What you have to do
Every single entry must be restated word for word.

[Dataset entries]
>>

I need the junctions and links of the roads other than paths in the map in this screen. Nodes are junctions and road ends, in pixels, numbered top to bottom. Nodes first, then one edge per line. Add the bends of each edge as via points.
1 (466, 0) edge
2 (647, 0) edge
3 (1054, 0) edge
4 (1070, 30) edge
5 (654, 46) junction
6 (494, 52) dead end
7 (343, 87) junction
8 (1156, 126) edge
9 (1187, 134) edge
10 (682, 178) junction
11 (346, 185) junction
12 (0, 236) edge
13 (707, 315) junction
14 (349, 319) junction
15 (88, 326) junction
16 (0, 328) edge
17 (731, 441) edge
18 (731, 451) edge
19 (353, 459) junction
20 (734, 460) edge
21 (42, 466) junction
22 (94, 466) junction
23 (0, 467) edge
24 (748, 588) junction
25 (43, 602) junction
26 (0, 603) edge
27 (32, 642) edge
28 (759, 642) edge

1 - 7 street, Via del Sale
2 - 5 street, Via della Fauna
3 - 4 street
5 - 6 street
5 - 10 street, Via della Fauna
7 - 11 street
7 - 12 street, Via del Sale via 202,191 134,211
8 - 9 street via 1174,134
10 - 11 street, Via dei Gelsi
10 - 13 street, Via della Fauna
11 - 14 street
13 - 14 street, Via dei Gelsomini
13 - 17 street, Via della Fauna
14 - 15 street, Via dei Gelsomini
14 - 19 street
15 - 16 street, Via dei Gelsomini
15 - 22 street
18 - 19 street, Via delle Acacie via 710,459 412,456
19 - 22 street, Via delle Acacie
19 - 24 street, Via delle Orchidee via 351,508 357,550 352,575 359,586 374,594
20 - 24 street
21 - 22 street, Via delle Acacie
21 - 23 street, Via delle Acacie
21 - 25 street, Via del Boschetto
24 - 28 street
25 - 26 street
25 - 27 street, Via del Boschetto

<<

Result for this exercise
I need the junctions and links of the roads other than paths in the map in this screen. Nodes are junctions and road ends, in pixels, numbered top to bottom. Nodes first, then one edge per line. Add the bends of each edge as via points.
1 (466, 0) edge
2 (647, 0) edge
3 (1054, 0) edge
4 (1070, 30) edge
5 (654, 46) junction
6 (494, 52) dead end
7 (343, 87) junction
8 (1156, 126) edge
9 (1187, 134) edge
10 (682, 178) junction
11 (346, 185) junction
12 (0, 236) edge
13 (707, 315) junction
14 (349, 319) junction
15 (88, 326) junction
16 (0, 328) edge
17 (731, 441) edge
18 (731, 451) edge
19 (353, 459) junction
20 (734, 460) edge
21 (42, 466) junction
22 (94, 466) junction
23 (0, 467) edge
24 (748, 588) junction
25 (43, 602) junction
26 (0, 603) edge
27 (32, 642) edge
28 (759, 642) edge

1 - 7 street, Via del Sale
2 - 5 street, Via della Fauna
3 - 4 street
5 - 6 street
5 - 10 street, Via della Fauna
7 - 11 street
7 - 12 street, Via del Sale via 202,191 134,211
8 - 9 street via 1174,134
10 - 11 street, Via dei Gelsi
10 - 13 street, Via della Fauna
11 - 14 street
13 - 14 street, Via dei Gelsomini
13 - 17 street, Via della Fauna
14 - 15 street, Via dei Gelsomini
14 - 19 street
15 - 16 street, Via dei Gelsomini
15 - 22 street
18 - 19 street, Via delle Acacie via 710,459 412,456
19 - 22 street, Via delle Acacie
19 - 24 street, Via delle Orchidee via 351,508 357,550 352,575 359,586 374,594
20 - 24 street
21 - 22 street, Via delle Acacie
21 - 23 street, Via delle Acacie
21 - 25 street, Via del Boschetto
24 - 28 street
25 - 26 street
25 - 27 street, Via del Boschetto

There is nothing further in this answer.